**Stored data entries:**
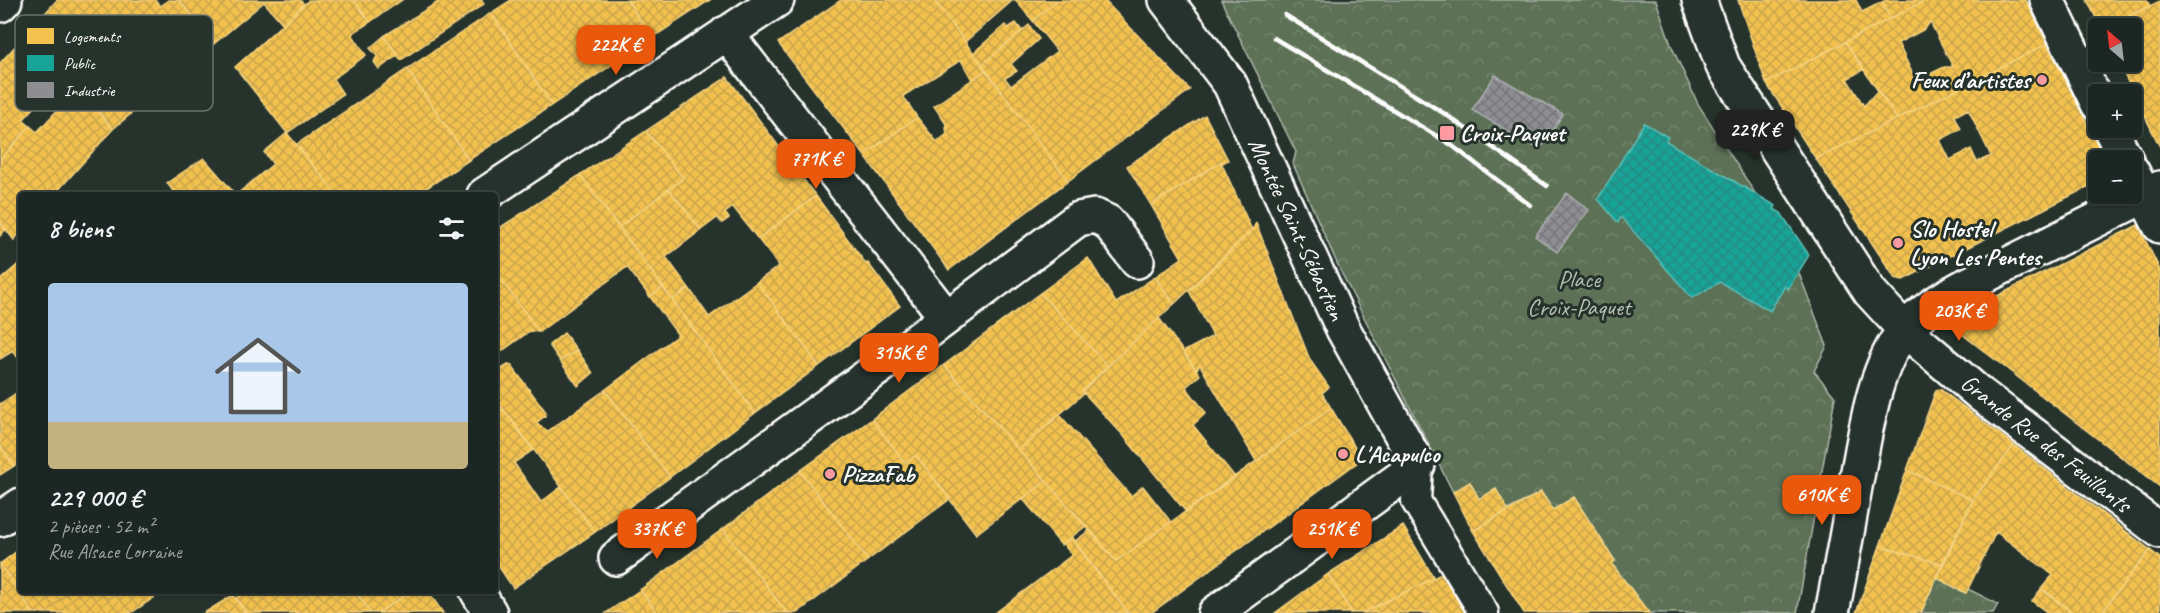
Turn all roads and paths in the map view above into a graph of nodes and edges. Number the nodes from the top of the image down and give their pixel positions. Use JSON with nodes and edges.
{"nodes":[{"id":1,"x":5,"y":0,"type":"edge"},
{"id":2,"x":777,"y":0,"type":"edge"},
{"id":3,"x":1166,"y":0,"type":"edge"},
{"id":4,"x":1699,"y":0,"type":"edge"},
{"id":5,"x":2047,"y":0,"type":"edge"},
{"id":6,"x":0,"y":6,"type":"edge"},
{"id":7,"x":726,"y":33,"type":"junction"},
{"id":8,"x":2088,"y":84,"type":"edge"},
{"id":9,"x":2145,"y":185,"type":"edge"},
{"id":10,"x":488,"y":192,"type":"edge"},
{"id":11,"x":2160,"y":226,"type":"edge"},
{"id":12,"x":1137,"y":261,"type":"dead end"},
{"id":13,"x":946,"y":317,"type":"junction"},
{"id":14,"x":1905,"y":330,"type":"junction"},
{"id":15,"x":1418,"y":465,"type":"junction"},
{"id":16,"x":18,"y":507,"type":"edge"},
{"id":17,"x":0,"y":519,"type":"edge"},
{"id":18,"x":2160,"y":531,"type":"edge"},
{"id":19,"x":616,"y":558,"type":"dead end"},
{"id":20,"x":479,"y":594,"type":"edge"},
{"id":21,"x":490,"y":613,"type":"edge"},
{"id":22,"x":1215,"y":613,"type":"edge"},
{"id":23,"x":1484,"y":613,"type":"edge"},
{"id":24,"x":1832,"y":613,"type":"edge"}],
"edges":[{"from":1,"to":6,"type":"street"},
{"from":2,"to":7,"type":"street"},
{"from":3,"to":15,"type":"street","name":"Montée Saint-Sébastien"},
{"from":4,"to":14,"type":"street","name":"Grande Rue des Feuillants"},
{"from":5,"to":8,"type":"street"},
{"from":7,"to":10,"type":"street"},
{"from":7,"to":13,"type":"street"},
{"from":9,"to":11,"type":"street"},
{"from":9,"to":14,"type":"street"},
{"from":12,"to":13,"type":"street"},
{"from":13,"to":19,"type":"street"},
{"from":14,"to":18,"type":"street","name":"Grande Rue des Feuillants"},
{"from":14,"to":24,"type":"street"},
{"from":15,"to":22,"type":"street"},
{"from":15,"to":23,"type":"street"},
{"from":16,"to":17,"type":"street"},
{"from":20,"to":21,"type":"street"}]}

**What to produce:** Which lines above include the word "junction"? Pick them out and copy them.

**Output of the task:**
{"id":7,"x":726,"y":33,"type":"junction"},
{"id":13,"x":946,"y":317,"type":"junction"},
{"id":14,"x":1905,"y":330,"type":"junction"},
{"id":15,"x":1418,"y":465,"type":"junction"},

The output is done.